ホームカミングデーに参加して①「わずか5分の入学式」
10月23日は、ホームカミングデー&稲門祭日和の素晴らしい天気だった。1957年から60年間親しまれた記念会堂は、2018年竣工の早稲田アリーナに姿を変えている。入学式も卒業式も記念会堂だった私には、巨大スクリーンがいくつも並ぶアリーナ会場が少々よそよそしく見えた。
1973年の入学式を思い出す。大分県宇佐市から上京。入試を乗り越えて早稲田大学に入った。今この入学式会場にいる!という感慨に浸る間もなく、革マル派乱入。

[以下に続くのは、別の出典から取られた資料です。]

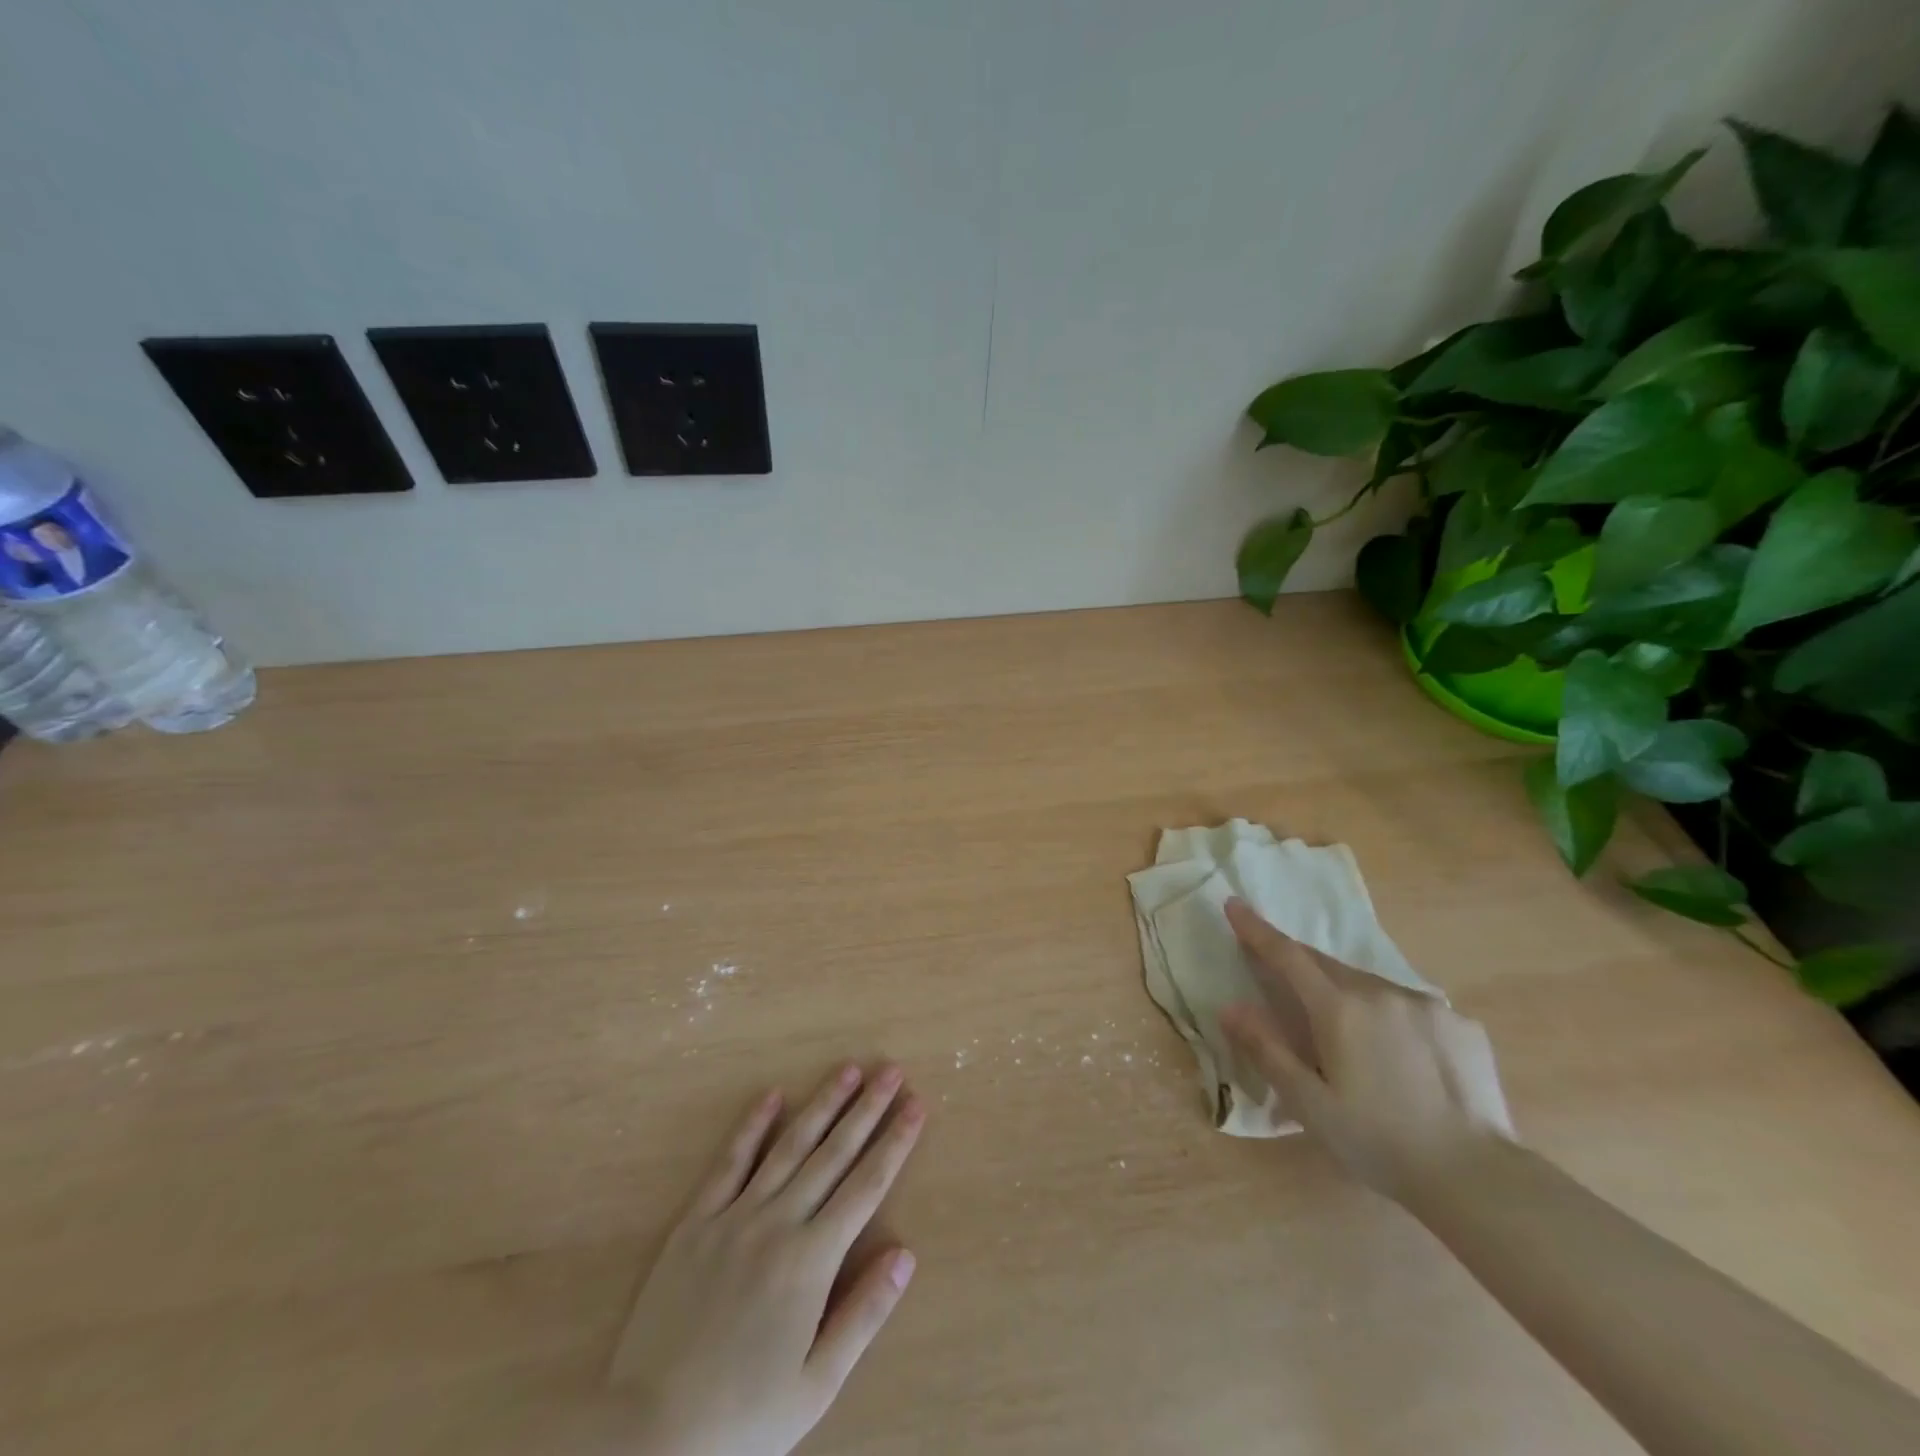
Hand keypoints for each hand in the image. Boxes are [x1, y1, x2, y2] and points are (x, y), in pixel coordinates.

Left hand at [615, 1064, 925, 1455]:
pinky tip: (771, 1096)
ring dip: (821, 1105)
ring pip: (788, 1147)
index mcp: (811, 1261)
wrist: (649, 1436)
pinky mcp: (695, 1222)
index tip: (916, 1105)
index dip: (895, 1143)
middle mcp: (777, 1224)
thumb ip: (863, 1314)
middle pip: (832, 1154)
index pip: (866, 1186)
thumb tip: (905, 1254)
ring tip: (847, 1070)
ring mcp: (734, 1217)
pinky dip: (752, 1127)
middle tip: (891, 1070)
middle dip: (866, 1109)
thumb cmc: (744, 1418)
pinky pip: (729, 1163)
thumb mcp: (817, 1384)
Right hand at [1218, 898, 1515, 1200]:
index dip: (1257, 929)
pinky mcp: (1462, 1025)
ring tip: (1347, 1035)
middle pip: (1327, 965)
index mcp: (1340, 1009)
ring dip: (1347, 994)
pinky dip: (1392, 1017)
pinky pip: (1411, 1008)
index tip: (1234, 904)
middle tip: (1283, 979)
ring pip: (1371, 986)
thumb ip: (1266, 1050)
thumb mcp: (1309, 1104)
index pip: (1287, 955)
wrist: (1478, 1179)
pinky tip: (1402, 1057)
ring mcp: (1427, 1005)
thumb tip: (1230, 1007)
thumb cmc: (1379, 1143)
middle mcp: (1382, 992)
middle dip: (1300, 965)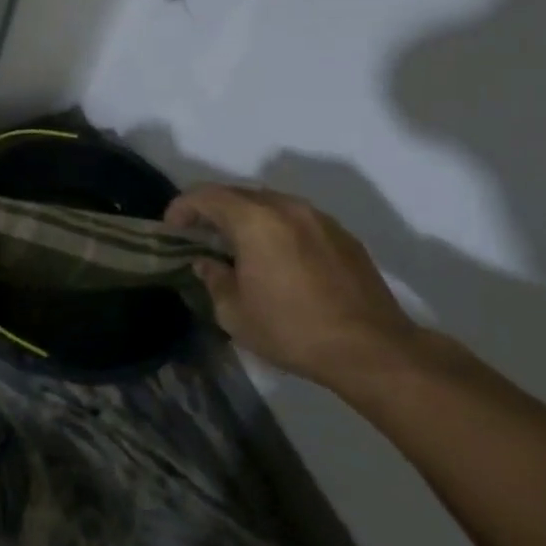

式典終了。その間5分。村井資長総長の式辞の途中だった気がする。思えば50年前の出来事である。もはや近現代史である。革マル派によるリンチで一文の川口大三郎さんが学内で殺されたのがその前年。早々に終わった式典の後、クラスに集合したら、先輩らしき人が新入生歓迎コンパのビラを配りにきた。「あれ革マルだから!」という誰かの声がした。
日本の学生紛争史を垣間見た瞬間であった。
HCD式典の黙祷では、50年の間に亡くなった何人かの同級生の顔を思い浮かべ冥福を祈った。5分の入学式の思い出を共有した彼ら。